Raising the Corporate Average Fleet Economy (CAFE) standards appears to have a 10 – 20% rebound effect – as gas mileage improves, some of the fuel and greenhouse gas savings is lost to increased driving. (See Effectiveness and Impact of Corporate Average Fuel Economy (CAFE) Standards)
The rebound effect in Europe is 20 – 30%.
That’s the figure obtained when trying to separate out various different effects across a continent. Diesel cars in Europe get better mileage than gasoline cars, and diesel is cheaper than gasoline there. (Back in the 1970s, the price of oil went up quickly, what with OPEC and Iran. When the price of oil came down, the Europeans left the prices of gasoline and diesel high, taxing them became a major source of revenue. The price of diesel did come down some to please the truckers. Today, diesel is about $1/gallon cheaper than gasoline.)
Lee Schipper, et al, found that diesel drivers use more fuel and emit more greenhouse gases than do drivers of gasoline cars. As noted, 20 – 30% is because of the rebound effect, perhaps a larger portion can be attributed to lower diesel prices, some because long distance drivers self-select for diesel, and some because people with two or more vehicles will use the cheapest for long distance trips.
It’s like treading water.

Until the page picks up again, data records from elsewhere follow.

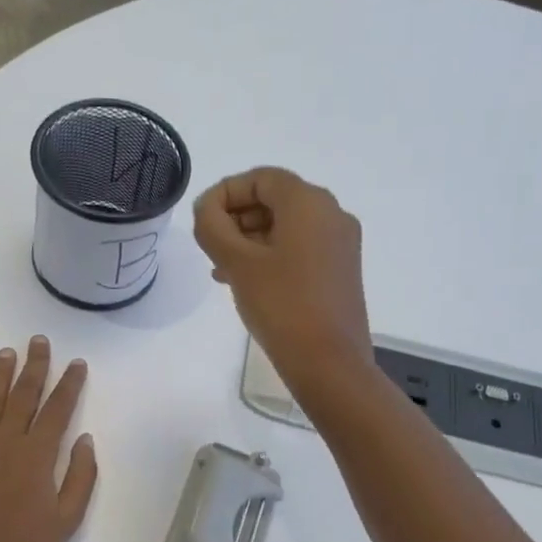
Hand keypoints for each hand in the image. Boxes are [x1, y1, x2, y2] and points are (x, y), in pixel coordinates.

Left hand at [0, 336, 97, 541]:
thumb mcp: (68, 519)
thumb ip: (81, 476)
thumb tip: (85, 439)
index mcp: (38, 455)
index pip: (58, 409)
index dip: (69, 383)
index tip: (76, 363)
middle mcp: (6, 441)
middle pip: (23, 395)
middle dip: (35, 366)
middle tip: (39, 341)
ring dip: (0, 374)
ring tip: (8, 352)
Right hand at [193, 168, 373, 400]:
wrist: (330, 363)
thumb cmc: (282, 305)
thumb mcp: (237, 262)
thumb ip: (213, 226)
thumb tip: (206, 208)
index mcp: (309, 202)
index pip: (260, 178)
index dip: (225, 192)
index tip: (201, 220)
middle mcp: (332, 214)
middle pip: (275, 199)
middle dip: (236, 218)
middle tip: (209, 247)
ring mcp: (340, 244)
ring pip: (286, 226)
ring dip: (249, 240)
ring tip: (220, 269)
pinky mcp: (340, 270)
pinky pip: (299, 249)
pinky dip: (270, 256)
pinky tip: (246, 282)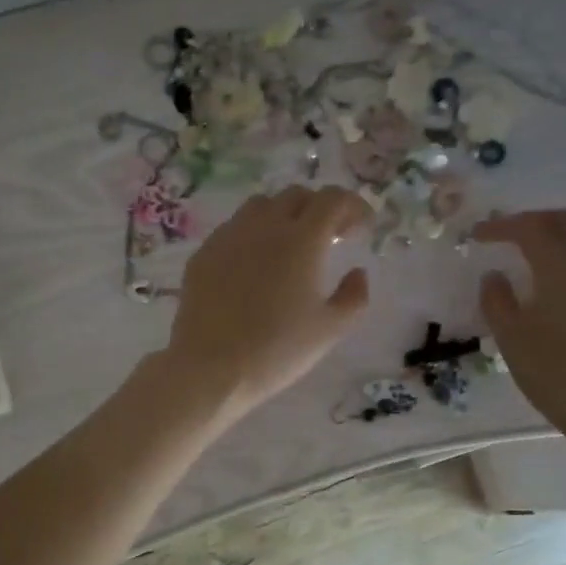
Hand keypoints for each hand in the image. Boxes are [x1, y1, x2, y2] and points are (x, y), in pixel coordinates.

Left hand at [163, 185, 371, 418]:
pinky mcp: (203, 253)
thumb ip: (354, 297)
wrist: (210, 368)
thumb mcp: (330, 330)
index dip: (353, 207)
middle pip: (297, 196)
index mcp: (302, 240)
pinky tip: (254, 264)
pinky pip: (233, 228)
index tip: (362, 228)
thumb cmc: (277, 351)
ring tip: (290, 245)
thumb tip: (357, 272)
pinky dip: (253, 234)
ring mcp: (229, 236)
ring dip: (284, 215)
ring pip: (261, 206)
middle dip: (320, 208)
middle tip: (330, 237)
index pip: (333, 200)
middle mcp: (264, 226)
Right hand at [474, 209, 565, 451]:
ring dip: (565, 233)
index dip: (501, 227)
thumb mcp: (510, 336)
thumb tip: (495, 276)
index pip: (529, 228)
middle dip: (534, 222)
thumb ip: (496, 299)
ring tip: (543, 250)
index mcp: (562, 263)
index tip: (478, 234)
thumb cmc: (553, 370)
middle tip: (509, 235)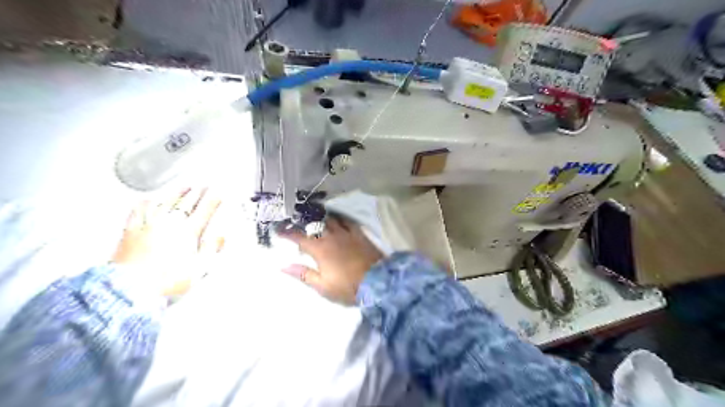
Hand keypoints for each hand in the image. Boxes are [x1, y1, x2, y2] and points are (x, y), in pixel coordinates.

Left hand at [109, 186, 222, 295]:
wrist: (129, 290)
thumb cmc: (166, 281)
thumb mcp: (198, 269)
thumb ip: (211, 250)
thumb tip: (220, 237)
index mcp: (188, 232)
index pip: (204, 211)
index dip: (213, 200)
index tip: (218, 192)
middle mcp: (169, 224)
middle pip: (186, 203)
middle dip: (197, 193)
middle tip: (204, 186)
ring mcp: (149, 225)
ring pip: (165, 202)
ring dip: (176, 193)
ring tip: (183, 187)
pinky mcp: (130, 231)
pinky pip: (138, 211)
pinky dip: (145, 203)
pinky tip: (148, 199)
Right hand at [276, 216, 381, 305]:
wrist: (377, 282)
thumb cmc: (348, 287)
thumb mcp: (323, 286)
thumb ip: (303, 274)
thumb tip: (283, 266)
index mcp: (320, 249)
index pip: (300, 238)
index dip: (288, 233)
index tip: (278, 230)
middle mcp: (332, 237)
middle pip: (315, 225)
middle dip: (305, 223)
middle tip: (299, 223)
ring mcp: (347, 233)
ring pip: (331, 220)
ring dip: (321, 219)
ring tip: (316, 218)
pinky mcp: (359, 234)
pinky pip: (348, 221)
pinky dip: (340, 219)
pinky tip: (338, 219)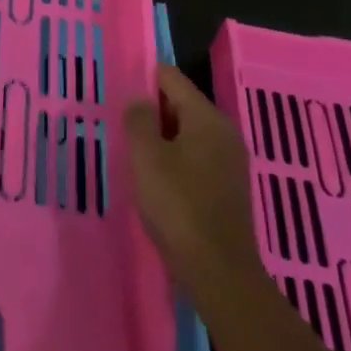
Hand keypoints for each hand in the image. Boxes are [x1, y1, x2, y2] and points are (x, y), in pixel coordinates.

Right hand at [125, 63, 265, 311]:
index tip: (120, 90)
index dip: (144, 78)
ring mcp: (230, 160)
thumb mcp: (146, 157)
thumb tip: (141, 101)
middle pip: (182, 104)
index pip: (171, 78)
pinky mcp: (230, 186)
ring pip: (189, 133)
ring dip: (163, 138)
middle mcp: (224, 131)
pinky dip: (177, 159)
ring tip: (136, 153)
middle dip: (153, 111)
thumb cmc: (178, 206)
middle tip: (123, 125)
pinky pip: (197, 157)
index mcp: (206, 116)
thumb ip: (139, 119)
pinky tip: (158, 180)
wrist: (219, 273)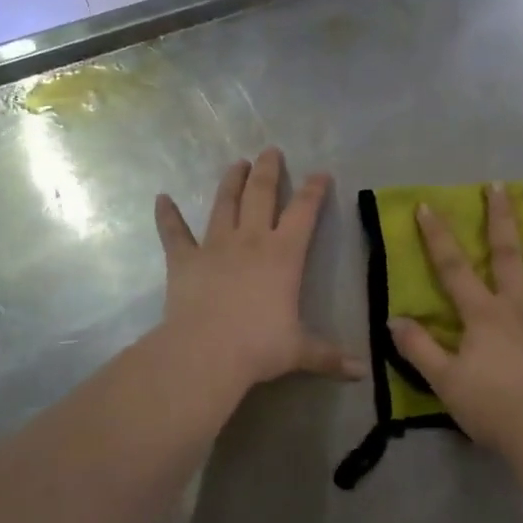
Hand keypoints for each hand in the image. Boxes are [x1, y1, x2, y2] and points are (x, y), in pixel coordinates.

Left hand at [154, 148, 364, 393]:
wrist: (205, 353)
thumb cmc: (259, 346)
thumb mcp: (300, 351)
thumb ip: (329, 356)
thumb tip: (361, 372)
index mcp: (284, 254)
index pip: (304, 212)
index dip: (314, 190)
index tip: (320, 173)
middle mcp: (250, 240)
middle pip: (261, 194)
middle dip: (268, 170)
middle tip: (270, 150)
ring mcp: (214, 246)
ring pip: (223, 204)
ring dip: (230, 181)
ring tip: (236, 163)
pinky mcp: (183, 260)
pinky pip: (174, 233)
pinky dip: (167, 215)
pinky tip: (161, 198)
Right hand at [388, 183, 522, 453]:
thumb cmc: (489, 407)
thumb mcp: (443, 380)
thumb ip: (418, 347)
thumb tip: (393, 319)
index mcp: (482, 315)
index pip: (453, 269)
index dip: (437, 238)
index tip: (428, 206)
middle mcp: (517, 307)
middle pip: (508, 255)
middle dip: (501, 219)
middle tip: (501, 186)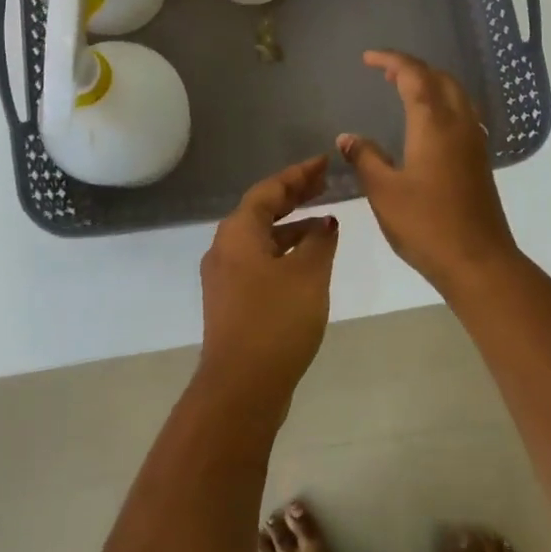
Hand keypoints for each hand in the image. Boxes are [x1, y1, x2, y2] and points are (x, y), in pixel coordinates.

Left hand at [198, 156, 339, 403]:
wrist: (241, 388)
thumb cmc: (275, 320)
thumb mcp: (307, 274)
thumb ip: (319, 241)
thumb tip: (325, 223)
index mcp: (238, 233)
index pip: (269, 190)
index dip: (298, 175)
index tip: (324, 163)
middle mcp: (225, 249)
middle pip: (261, 211)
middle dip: (294, 196)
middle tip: (325, 184)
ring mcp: (225, 277)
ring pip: (261, 238)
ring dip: (291, 227)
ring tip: (325, 222)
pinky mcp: (232, 302)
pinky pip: (260, 261)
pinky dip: (284, 252)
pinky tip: (308, 262)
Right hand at [338, 50, 519, 291]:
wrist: (479, 261)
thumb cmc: (426, 224)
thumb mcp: (384, 192)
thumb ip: (365, 158)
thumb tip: (348, 137)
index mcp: (434, 124)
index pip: (414, 75)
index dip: (391, 60)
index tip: (368, 59)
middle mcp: (459, 124)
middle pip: (440, 78)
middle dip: (412, 68)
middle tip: (385, 73)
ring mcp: (474, 142)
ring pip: (456, 95)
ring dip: (430, 84)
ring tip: (404, 90)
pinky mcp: (479, 160)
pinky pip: (462, 114)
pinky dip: (442, 103)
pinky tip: (428, 123)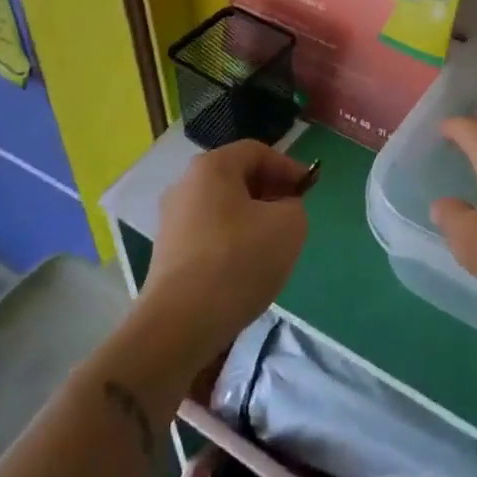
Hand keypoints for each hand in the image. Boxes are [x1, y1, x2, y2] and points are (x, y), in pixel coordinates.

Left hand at [140, 141, 309, 363]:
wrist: (180, 325)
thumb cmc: (238, 261)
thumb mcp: (289, 226)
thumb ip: (294, 206)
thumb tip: (281, 210)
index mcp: (211, 167)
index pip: (257, 151)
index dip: (288, 166)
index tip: (309, 190)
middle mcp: (185, 185)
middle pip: (237, 178)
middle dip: (270, 193)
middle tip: (293, 216)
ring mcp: (171, 221)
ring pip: (223, 209)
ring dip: (252, 220)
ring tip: (273, 247)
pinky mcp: (167, 254)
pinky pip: (209, 235)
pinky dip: (232, 243)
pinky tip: (246, 270)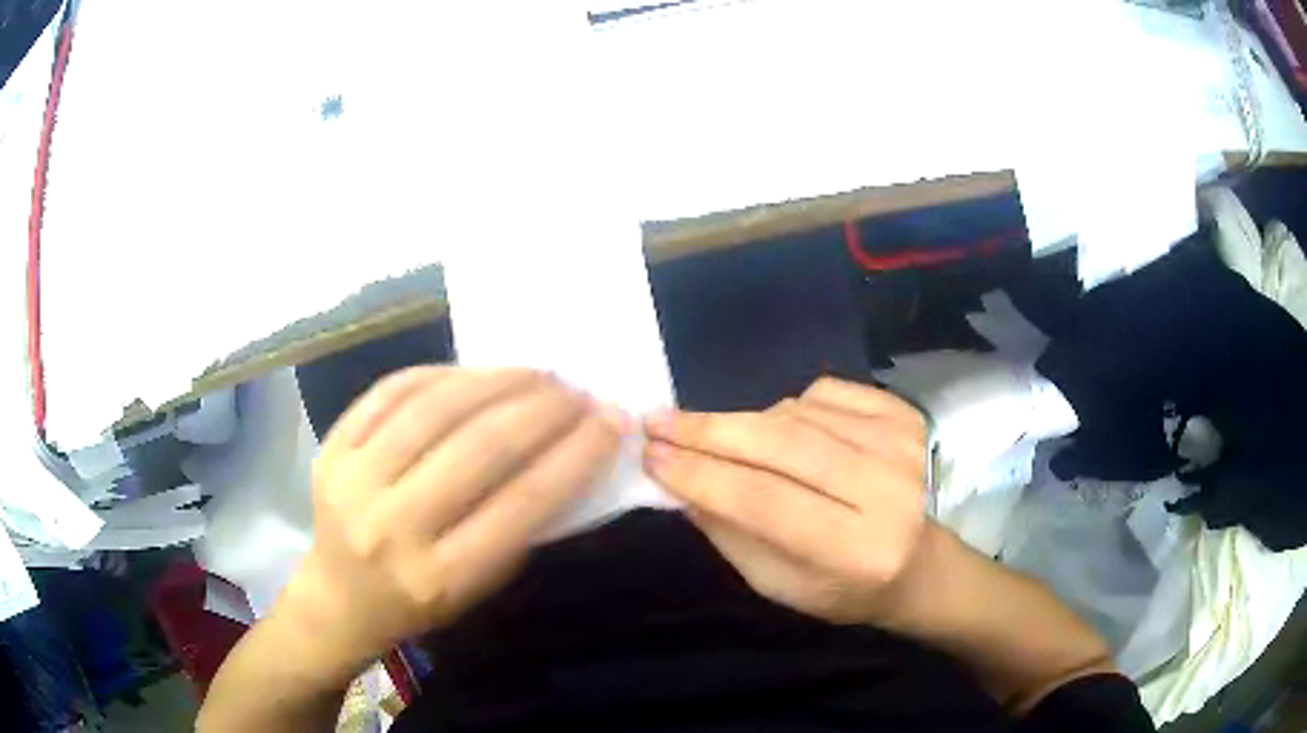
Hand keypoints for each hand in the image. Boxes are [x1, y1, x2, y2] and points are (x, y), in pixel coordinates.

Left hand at [279, 367, 624, 685]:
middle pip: (479, 448)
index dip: (577, 455)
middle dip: (543, 409)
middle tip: (578, 390)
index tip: (612, 421)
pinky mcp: (331, 448)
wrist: (338, 599)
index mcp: (440, 577)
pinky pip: (392, 391)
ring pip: (436, 409)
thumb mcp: (480, 588)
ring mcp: (352, 481)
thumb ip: (518, 528)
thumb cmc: (419, 604)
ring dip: (498, 381)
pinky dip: (442, 374)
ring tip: (537, 373)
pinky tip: (477, 373)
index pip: (522, 504)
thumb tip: (565, 451)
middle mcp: (392, 527)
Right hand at [643, 377, 928, 624]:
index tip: (649, 454)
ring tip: (724, 438)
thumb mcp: (775, 583)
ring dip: (747, 422)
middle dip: (709, 430)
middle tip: (657, 422)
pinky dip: (790, 406)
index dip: (700, 474)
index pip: (763, 501)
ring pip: (797, 413)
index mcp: (855, 550)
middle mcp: (886, 491)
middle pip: (782, 445)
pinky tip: (786, 429)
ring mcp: (900, 446)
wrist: (918, 563)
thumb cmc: (841, 587)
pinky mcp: (904, 416)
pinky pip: (824, 392)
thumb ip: (728, 532)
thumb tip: (677, 478)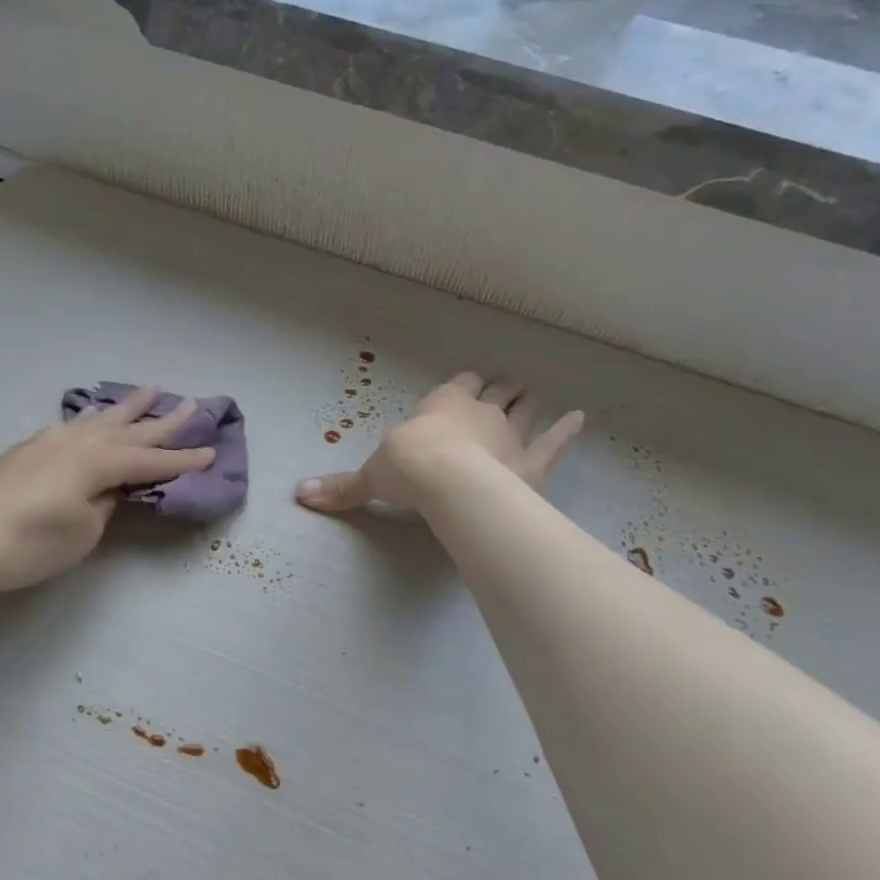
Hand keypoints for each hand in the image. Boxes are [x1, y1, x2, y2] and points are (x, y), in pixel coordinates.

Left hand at [0, 387, 215, 599]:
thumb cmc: (28, 543)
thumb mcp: (83, 532)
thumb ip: (105, 504)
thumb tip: (111, 489)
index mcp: (97, 462)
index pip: (151, 460)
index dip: (183, 459)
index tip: (212, 452)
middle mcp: (77, 442)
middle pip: (130, 429)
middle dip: (163, 420)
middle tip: (192, 403)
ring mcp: (49, 441)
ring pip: (99, 419)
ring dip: (127, 408)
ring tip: (150, 391)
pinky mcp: (28, 450)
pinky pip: (75, 425)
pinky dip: (94, 419)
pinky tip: (93, 417)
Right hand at [295, 372, 581, 513]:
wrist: (445, 481)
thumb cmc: (406, 468)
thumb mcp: (369, 478)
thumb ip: (341, 488)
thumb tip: (299, 495)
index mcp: (442, 403)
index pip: (458, 385)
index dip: (464, 385)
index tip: (468, 384)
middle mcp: (480, 411)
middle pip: (496, 392)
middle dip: (500, 389)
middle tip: (506, 387)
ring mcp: (510, 434)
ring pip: (524, 409)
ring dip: (528, 403)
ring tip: (534, 396)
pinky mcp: (532, 463)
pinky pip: (554, 443)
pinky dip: (567, 431)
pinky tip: (580, 419)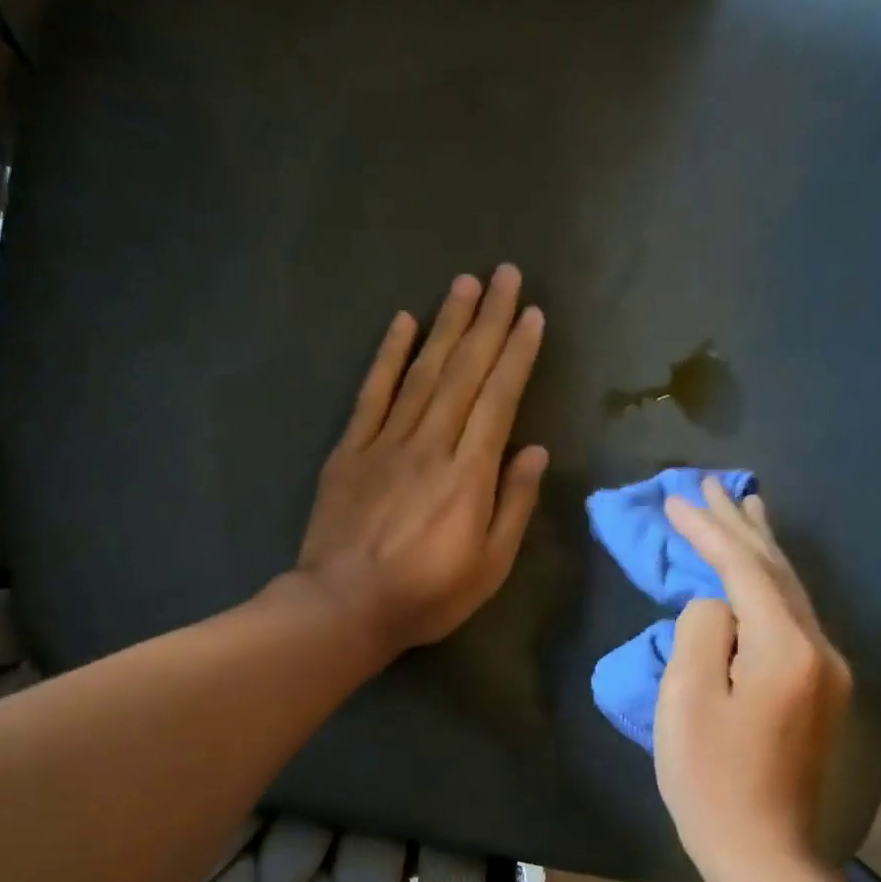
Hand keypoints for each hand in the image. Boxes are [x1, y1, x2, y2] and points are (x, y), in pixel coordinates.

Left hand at [294, 265, 550, 658]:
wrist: (345, 606)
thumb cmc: (426, 595)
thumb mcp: (489, 566)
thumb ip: (514, 505)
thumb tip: (535, 451)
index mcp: (469, 474)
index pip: (499, 399)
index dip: (517, 354)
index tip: (532, 315)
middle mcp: (431, 444)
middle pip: (464, 372)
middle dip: (489, 321)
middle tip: (506, 275)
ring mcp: (386, 443)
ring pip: (422, 372)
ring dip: (446, 325)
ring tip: (466, 284)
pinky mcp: (350, 451)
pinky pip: (372, 393)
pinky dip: (388, 356)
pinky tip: (402, 323)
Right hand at [654, 478, 851, 881]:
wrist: (763, 852)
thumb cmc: (712, 781)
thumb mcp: (686, 702)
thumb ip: (701, 633)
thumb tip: (714, 607)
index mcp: (787, 648)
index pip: (745, 569)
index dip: (708, 531)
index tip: (675, 498)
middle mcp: (821, 649)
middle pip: (778, 571)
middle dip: (741, 526)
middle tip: (712, 485)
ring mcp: (828, 671)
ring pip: (792, 593)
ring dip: (762, 550)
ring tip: (745, 510)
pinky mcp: (821, 692)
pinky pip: (793, 621)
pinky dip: (770, 587)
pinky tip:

How about if we improve gas mileage and increase fuel taxes? We’re going to have to raise taxes anyway, so why not raise taxes on fuels?
More explanation There are two rebound effects: buying a more or less fuel efficient car as fuel prices change, and driving more or fewer miles after buying the new car. The 20 – 30% figure is the change in driving behavior with the new car if only the improved mileage is taken into account. Europeans, from a number of countries with a number of pricing schemes, switching from petrol to diesel increased their yearly distances from 16,000 km to 19,500 km, a 22% increase. People switching from diesel to petrol reduced driving distances from 21,000 km to 15,000 km, a 29% decrease. These changes appear to correlate with the change in fuel costs, including better fuel mileage, as few simultaneously made other changes such as moving to or from the city. The diesel gets about 26% better fuel mileage than does the petrol car, so the shift in behavior to diesel cuts the reductions in fuel use and greenhouse gas emissions by 85%. Of that 85%, some 20 – 30% appears to come from improved mileage and the rest from the lower prices of diesel. The price of diesel is being raised across Europe.
The assumption is that Europeans show a greater change in behavior with changing efficiency because they have public transit as an option—Americans are choosing between one car and another, while Europeans are choosing between public transit and cars with a range of fuel economies.